Noting that only a handful of major medical institutions perform the procedure routinely, Buckenmaier said Walter Reed is at the vanguard of regional anesthesia research and is taking the leadership role in developing these techniques throughout the country.
"We're doing things here at Walter Reed that nobody else is doing," said Buckenmaier, who received his training at Duke University Medical Center in Durham, N.C. "We've been driven to it because of the nature of the soldiers we're taking care of."
Buckenmaier said he wants to see the Army's regional anesthesia pain management initiative expanded to include the other services. He's starting a fellowship program in July and is looking at the Air Force and Navy "to train with us to be the proponent for regional anesthesia in those services," he said. "The Air Force is very interested, and (Air Force medical officials) think in the next three to five years they're going be coming right along with us."

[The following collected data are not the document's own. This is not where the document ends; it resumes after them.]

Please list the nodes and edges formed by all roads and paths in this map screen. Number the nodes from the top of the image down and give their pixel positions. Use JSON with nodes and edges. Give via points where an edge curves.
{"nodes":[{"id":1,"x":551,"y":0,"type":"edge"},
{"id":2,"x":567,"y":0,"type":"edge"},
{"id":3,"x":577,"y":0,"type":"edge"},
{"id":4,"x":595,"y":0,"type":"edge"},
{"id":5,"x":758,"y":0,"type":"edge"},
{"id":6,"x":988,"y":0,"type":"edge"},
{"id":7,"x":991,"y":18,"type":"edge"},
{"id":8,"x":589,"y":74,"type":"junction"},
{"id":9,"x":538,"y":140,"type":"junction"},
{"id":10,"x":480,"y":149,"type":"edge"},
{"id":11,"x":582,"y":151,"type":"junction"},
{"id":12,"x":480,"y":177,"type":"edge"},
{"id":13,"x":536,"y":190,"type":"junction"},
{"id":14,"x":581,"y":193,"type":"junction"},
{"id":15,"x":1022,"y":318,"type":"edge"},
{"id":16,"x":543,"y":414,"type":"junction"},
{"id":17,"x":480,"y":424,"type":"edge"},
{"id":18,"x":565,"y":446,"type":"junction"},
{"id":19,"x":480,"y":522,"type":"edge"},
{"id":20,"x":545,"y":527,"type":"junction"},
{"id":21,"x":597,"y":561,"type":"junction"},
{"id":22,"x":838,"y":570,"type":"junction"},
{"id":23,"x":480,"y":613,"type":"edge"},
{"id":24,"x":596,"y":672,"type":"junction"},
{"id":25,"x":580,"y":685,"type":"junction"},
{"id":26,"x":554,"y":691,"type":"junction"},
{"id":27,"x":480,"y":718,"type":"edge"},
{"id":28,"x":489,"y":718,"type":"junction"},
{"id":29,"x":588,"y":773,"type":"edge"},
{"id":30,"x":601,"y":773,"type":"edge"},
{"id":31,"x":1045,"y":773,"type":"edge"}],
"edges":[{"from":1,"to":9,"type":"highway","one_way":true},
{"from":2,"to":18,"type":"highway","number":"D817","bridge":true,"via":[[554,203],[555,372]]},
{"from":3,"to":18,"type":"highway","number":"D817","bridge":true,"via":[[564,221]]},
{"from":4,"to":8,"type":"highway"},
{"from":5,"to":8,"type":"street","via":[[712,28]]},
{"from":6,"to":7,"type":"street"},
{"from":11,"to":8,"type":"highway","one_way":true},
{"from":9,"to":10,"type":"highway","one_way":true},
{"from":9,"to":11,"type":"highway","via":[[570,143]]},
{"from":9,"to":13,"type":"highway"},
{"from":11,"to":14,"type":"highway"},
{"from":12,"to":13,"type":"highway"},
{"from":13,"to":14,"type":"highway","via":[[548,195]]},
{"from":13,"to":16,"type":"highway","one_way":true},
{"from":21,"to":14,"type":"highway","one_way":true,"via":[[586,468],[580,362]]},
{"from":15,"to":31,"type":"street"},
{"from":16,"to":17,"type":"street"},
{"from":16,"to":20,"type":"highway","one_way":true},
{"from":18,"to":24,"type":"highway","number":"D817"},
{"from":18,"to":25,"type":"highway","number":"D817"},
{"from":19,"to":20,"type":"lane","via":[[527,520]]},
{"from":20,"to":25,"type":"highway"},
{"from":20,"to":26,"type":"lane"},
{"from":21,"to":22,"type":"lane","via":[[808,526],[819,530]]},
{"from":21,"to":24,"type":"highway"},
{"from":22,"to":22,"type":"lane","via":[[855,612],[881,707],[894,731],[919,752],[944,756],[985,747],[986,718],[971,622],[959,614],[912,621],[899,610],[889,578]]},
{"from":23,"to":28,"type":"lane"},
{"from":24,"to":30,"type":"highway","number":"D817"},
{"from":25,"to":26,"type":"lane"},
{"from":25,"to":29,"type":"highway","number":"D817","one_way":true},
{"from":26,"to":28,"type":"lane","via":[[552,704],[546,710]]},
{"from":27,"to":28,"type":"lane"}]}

He pointed out that spinals and epidurals, used in almost half of the casualties in Vietnam, are "really powerful tools" that deal with the spinal cord. But continuous peripheral anesthesia blocks involve the peripheral nerves that have already left the spinal cord."
"So it's the next level of regional anesthesia," Buckenmaier said. "We're all very good at spinals and epidurals, and if you open a standard textbook, that's what you're going to read about." Advanced regional anesthesia is taking it to the next level."
Calling regional anesthesia "the Cadillac of pain control," Buckenmaier said, "patients come to us literally in agony, and we have the ability to almost flip a switch and they go from being really miserable to almost entirely different human beings. Their entire outlook changes."
When a patient is in tremendous pain and a physician can switch that off, "it's a tremendous power," he said. "It makes you feel very good, particularly since these are American soldiers, the finest citizens we have in the country."
As with any medical procedure, regional anesthesia is not totally risk-free, the doctor said. "Any time I stick a needle anywhere, there's a risk of injury or infection," he explained. "Any time I'm working with nerves, there's a risk of injury to the nerve. Fortunately, because of the training we go through, those risks are very small."
No cases of a patient having a problem with toxicity from a continuous infusion of local anesthetic have turned up so far in the medical literature or in his own experience, Buckenmaier said.
"You can't say that for morphine," he noted. "You saw (in) the movie 'Saving Private Ryan,' when the medic gets hit and they use all those morphine ampules in his thigh? They basically euthanize him on the battlefield. I shudder to think in the history of medicine in the military, how many soldiers we've euthanized in that manner in the name of compassion."
Morphine, when it's your only choice, is a very difficult drug to use in a battlefield environment. But morphine and other opioid medications can be used with impunity in a hospital environment, he said.
"We're changing the way anesthesia is done on the battlefield today as we speak," Buckenmaier said.